» Problem statement:
Show each line of the records below where the word "every" occurs.

» Material provided:
"""
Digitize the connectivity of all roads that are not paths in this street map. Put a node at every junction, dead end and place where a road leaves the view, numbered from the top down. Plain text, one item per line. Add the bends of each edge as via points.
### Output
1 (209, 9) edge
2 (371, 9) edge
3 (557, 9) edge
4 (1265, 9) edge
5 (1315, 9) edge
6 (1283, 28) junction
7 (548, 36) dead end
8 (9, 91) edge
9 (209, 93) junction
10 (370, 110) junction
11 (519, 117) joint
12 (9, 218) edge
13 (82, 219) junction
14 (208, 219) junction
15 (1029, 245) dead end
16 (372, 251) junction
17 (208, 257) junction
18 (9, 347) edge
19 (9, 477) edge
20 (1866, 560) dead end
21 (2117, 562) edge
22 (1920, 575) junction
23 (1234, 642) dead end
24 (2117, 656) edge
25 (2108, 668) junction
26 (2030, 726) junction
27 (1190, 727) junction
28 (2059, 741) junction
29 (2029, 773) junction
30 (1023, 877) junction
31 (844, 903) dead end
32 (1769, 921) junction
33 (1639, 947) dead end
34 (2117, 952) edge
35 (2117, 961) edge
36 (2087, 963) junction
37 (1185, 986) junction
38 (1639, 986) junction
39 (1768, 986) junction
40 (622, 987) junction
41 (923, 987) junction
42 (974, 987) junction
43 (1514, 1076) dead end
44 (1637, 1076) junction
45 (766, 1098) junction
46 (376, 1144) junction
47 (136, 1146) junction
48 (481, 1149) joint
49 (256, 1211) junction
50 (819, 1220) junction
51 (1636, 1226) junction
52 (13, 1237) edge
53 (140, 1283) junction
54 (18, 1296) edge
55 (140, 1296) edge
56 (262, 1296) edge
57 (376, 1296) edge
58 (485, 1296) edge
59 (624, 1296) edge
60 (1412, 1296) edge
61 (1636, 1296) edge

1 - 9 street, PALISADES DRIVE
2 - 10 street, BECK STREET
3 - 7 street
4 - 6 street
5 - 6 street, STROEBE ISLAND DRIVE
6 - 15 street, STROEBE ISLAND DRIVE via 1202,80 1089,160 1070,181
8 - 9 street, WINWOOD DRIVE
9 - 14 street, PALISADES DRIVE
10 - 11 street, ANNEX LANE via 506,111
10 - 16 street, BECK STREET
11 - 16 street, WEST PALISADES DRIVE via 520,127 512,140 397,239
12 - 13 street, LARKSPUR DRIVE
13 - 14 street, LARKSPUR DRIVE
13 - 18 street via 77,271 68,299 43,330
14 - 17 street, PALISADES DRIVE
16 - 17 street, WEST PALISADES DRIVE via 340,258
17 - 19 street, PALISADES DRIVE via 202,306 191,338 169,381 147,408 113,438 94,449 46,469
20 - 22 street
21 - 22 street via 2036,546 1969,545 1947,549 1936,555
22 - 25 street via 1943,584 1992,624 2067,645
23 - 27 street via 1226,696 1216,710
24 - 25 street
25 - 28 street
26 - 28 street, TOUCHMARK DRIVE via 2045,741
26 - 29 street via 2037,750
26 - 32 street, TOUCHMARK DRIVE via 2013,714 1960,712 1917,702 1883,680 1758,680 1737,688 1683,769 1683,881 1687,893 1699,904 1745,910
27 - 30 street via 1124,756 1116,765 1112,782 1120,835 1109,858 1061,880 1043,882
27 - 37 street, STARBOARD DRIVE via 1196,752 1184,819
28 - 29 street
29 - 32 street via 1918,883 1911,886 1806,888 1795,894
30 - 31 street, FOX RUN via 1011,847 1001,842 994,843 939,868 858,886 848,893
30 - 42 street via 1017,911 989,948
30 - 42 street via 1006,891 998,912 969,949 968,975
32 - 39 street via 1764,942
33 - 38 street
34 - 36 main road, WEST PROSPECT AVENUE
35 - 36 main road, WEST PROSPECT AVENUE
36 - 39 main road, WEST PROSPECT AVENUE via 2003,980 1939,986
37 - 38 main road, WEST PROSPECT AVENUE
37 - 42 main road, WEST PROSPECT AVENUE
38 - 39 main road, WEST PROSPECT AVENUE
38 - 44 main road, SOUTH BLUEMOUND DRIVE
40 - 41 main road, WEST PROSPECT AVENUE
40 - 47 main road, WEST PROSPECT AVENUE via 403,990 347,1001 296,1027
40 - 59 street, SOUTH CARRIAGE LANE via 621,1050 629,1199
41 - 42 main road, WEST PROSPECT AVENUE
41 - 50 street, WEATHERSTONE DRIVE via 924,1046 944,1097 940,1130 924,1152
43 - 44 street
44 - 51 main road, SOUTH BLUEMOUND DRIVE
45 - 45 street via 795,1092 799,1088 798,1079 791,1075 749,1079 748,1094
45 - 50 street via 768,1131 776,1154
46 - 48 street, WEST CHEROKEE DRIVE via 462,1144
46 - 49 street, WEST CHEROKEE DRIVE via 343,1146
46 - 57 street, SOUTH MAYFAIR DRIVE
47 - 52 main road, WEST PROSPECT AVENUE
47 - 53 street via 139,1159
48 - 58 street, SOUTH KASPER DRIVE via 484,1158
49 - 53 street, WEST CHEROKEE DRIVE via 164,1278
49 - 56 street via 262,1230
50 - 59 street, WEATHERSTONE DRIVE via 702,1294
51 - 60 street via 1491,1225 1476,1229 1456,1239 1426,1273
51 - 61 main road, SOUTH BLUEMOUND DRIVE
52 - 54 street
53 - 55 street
"""
"""
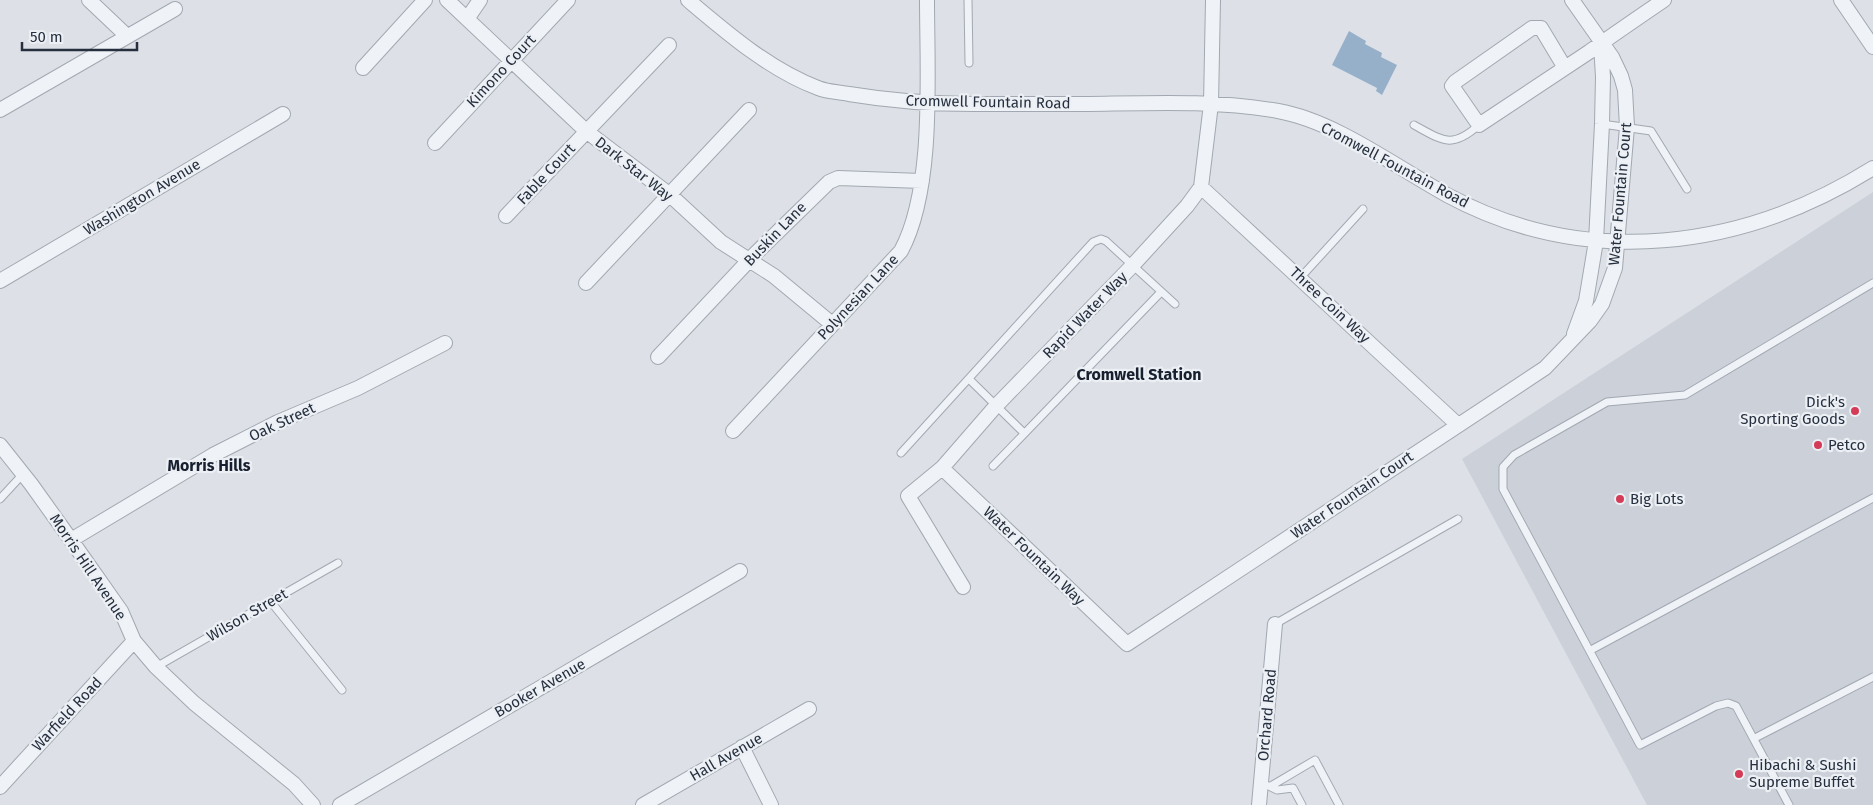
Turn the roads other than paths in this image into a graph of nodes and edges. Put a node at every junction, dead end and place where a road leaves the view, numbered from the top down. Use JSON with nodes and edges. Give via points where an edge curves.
"""
» Answer space:
Digitize the connectivity of all roads that are not paths in this street map. Put a node at every junction, dead end and place where a road leaves the view, numbered from the top down. Plain text, one item per line. Add the bends of each edge as via points.
Turn the roads other than paths in this image into a graph of nodes and edges. Put a node at every junction, dead end and place where a road leaves the view, numbered from the top down. Use JSON with nodes and edges. Give via points where an edge curves.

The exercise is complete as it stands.